The company, which is celebrating its 50th anniversary this year, will perform at the on Nov. 23 and 24, alongside the Detroit Opera Orchestra led by conductor Beatrice Jona Affron.

In Trockadero performances, male dancers perform roles traditionally danced by women — en pointe and in tutus, a nearly unheard-of rarity (if not a downright impossibility) in the classical ballet world.

But for half a century now, the Trocks, as they’re familiarly known, have maintained a seemingly unattainable balance between parody and humor, on the one hand, and highly skilled, precisely delineated classical technique, on the other.

“We try to have lots of different kinds of comedy; lots of different types of ballets; lots of different types of music, costuming, and personalities onstage,” Dobrin says. “We just throw the whole gamut at the audience.”

In Detroit, the Trocks will perform selections from Swan Lake, The Dying Swan, and Balanchine’s Tarantella, among others, toying with gender roles and stereotypes as they go.

In the Trocks’ version, for instance, Odette, from Swan Lake, whose role is traditionally performed by a female dancer, is depicted as a “Margaret Thatcher-like character — there’ll be no fooling with her,” Dobrin says.

Of the dancers who make up the company, Dobrin says, “Some are very short, some are huge, and some are skinny.”

That’s in stark opposition to both classical ballet and modern dance companies, which tend to hire dancers of an exclusively thin or slight build; in addition, dancers of color frequently face difficulty in finding contracts.

As a whole, Dobrin says, the Trocks represent “a very wide segment of the human race, which you don’t find so often in a ballet company.”

But the Trocks have been upending convention since the early 1970s, when the troupe was first begun.

“Believe me,” Dobrin says, “they never thought it was going to last 50 years.”

In their early years, while the Trocks found a faithful, dedicated audience, critics and staunch ballet traditionalists remained unimpressed.

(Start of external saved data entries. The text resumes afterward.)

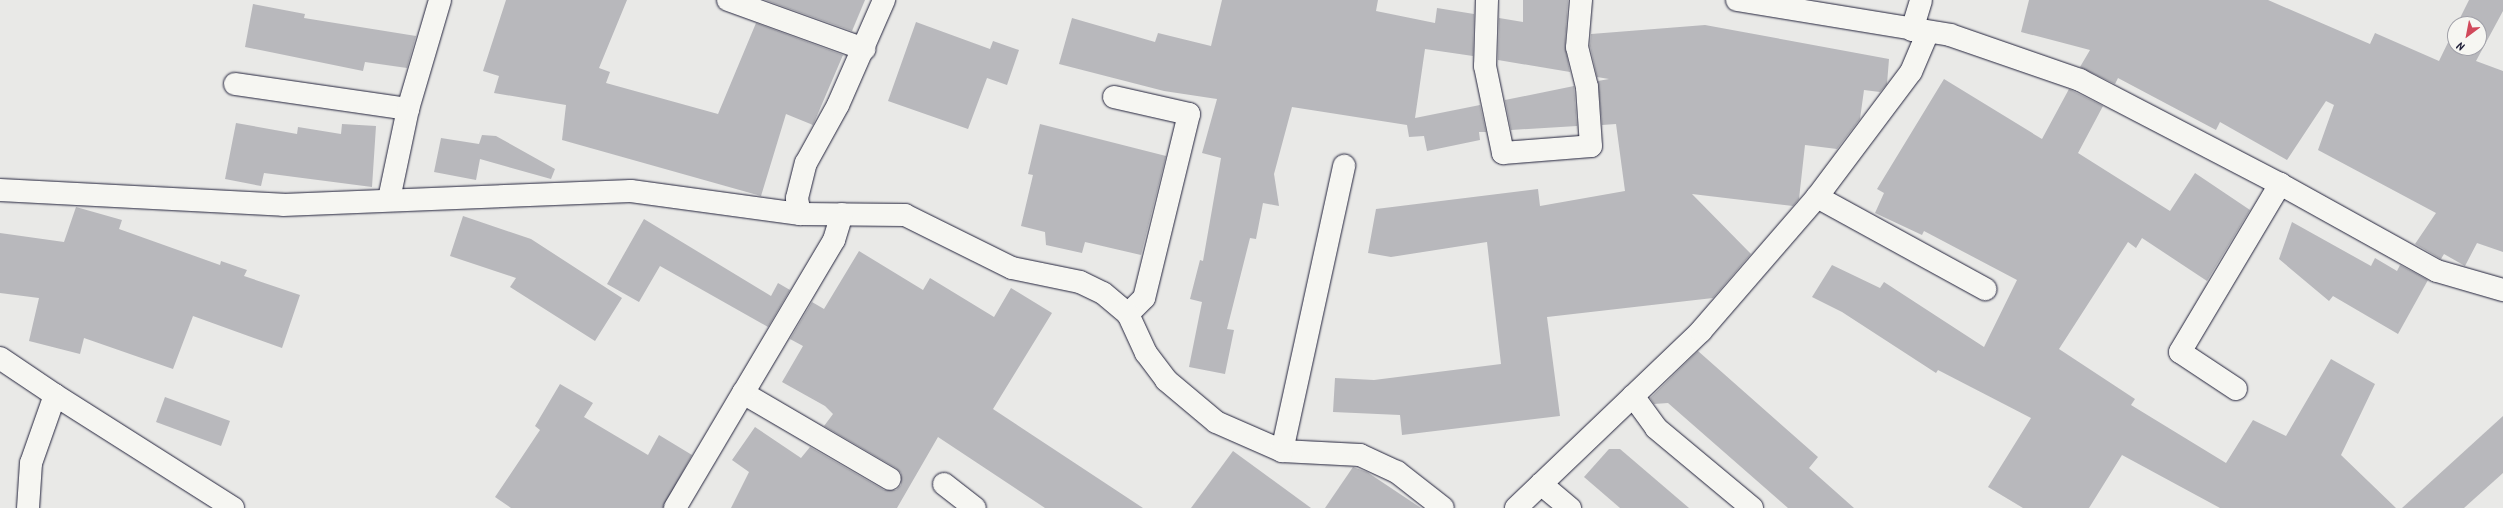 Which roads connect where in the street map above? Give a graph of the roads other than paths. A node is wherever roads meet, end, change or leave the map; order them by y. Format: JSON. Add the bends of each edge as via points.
{"nodes":[{"id":1,"x":728,"y":0,"type":"edge"},
{"id":2,"x":884,"y":0,"type":"edge"},
{"id":3,"x":1488,"y":0,"type":"edge"},
{"id":4,"x":1581,"y":0,"type":"edge"},
{"id":5,"x":1737,"y":0,"type":"edge"},
{"id":6,"x":1920,"y":0,"type":"edge"},
{"id":7,"x":436,"y":1,"type":"edge"},
{"id":8,"x":1920,"y":31,"type":"junction"},
{"id":9,"x":864,"y":49,"type":"junction"},
{"id":10,"x":235,"y":84,"type":"dead end"},
{"id":11,"x":1114,"y":97,"type":"dead end"},
{"id":12,"x":408,"y":109,"type":"junction"},
{"id":13,"x":1344,"y":166,"type":"dead end"},
{"id":14,"x":2280,"y":184,"type":"junction"},
{"id":15,"x":0,"y":190,"type":"edge"},
{"id":16,"x":1816,"y":197,"type":"junction"},
{"id":17,"x":389,"y":199,"type":"junction"},
{"id":18,"x":800,"y":214,"type":"junction"},
{"id":19,"x":842,"y":214,"type":"junction"},
{"id":20,"x":1985,"y":290,"type":"dead end"},
{"id":21,"x":2503,"y":290,"type":"edge"},
{"id":22,"x":1128,"y":314,"type":"junction"},
{"id":23,"x":0,"y":358,"type":"edge"},
{"id":24,"x":2236,"y":389,"type":"dead end"},
{"id":25,"x":743,"y":393,"type":"junction"},
{"id":26,"x":55,"y":394,"type":"junction"},
{"id":27,"x":1633,"y":396,"type":"junction"},
{"id":28,"x":1282,"y":451,"type":"junction"},
{"id":29,"x":890,"y":480,"type":"dead end"},
{"id":30,"x":944,"y":484,"type":"dead end"},
{"id":31,"x":1541,"y":484,"type":"junction"},
{"id":32,"x":28,"y":508,"type":"edge"},
{"id":33,"x":233,"y":508,"type":"edge"},
{"id":34,"x":675,"y":508,"type":"edge"},
{"id":35,"x":975,"y":508,"type":"edge"},
{"id":36,"x":1443,"y":508,"type":"edge"},
{"id":37,"x":1516,"y":508,"type":"edge"},
{"id":38,"x":1570,"y":508,"type":"edge"},
{"id":39,"x":1752,"y":508,"type":"edge"}],
"edges":[{"from":1,"to":9,"type":"street"},
{"from":2,"to":9,"type":"street"},
{"from":3,"to":4,"type":"street","via":[[1485,66],[1503,154],[1591,146],[1587,87],[1577,47]]},
{"from":5,"to":8,"type":"street"},
{"from":6,"to":8,"type":"street"},
{"from":7,"to":12,"type":"street"},
{"from":8,"to":14,"type":"street","via":[[1977,42],[2080,80]]},
{"from":8,"to":16,"type":"street","via":[[1911,72]]},
{"from":9,"to":18,"type":"street","via":[[806,163],[797,198]]},
{"from":10,"to":12,"type":"street"},
{"from":11,"to":22,"type":"street","via":[[1189,114],[1144,298]]},
{"from":12,"to":17,"type":"street"},
{"from":13,"to":28,"type":"street"},
{"from":14,"to":21,"type":"street","via":[[2437,271]]},
{"from":14,"to":24,"type":"street","via":[[2180,352]]},
{"from":15,"to":17,"type":"street","via":[[283,205]]},
{"from":16,"to":20,"type":"street"},
{"from":16,"to":27,"type":"street","via":[[1701,331]]},
{"from":17,"to":18,"type":"street","via":[[631,191]]},
{"from":18,"to":19,"type":"street"},
{"from":19,"to":22,"type":"street","via":[[893,214],[916,218],[1012,268],[1080,282],[1103,293]]},
{"from":19,"to":25,"type":"street","via":[[834,240]]},
{"from":22,"to":28,"type":"street","via":[[1146,353],[1166,380],[1192,404],[1216,422]]},
{"from":23,"to":26,"type":"street"},
{"from":25,"to":29,"type":"street"},
{"from":25,"to":34,"type":"street"},
{"from":26,"to":32,"type":"street","via":[[31,463]]},
{"from":26,"to":33,"type":"street"},
{"from":27,"to":31,"type":"street"},
{"from":27,"to":39,"type":"street","via":[[1656,428]]},
{"from":28,"to":36,"type":"street","via":[[1360,455],[1397,472]]},
{"from":30,"to":35,"type":"street"},
{"from":31,"to":37,"type":"street"},
{"from":31,"to":38,"type":"street"}]}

In the decades since, Trock dancers have only gained in technical proficiency, taking on selections from more and more difficult ballets.

But for Dobrin, the focus has always been on the audience.

“We want the audience to come expecting to have a good time, and we want them to leave having had a good time,” he says. “And also being really impressed with how incredibly good the dancing is.”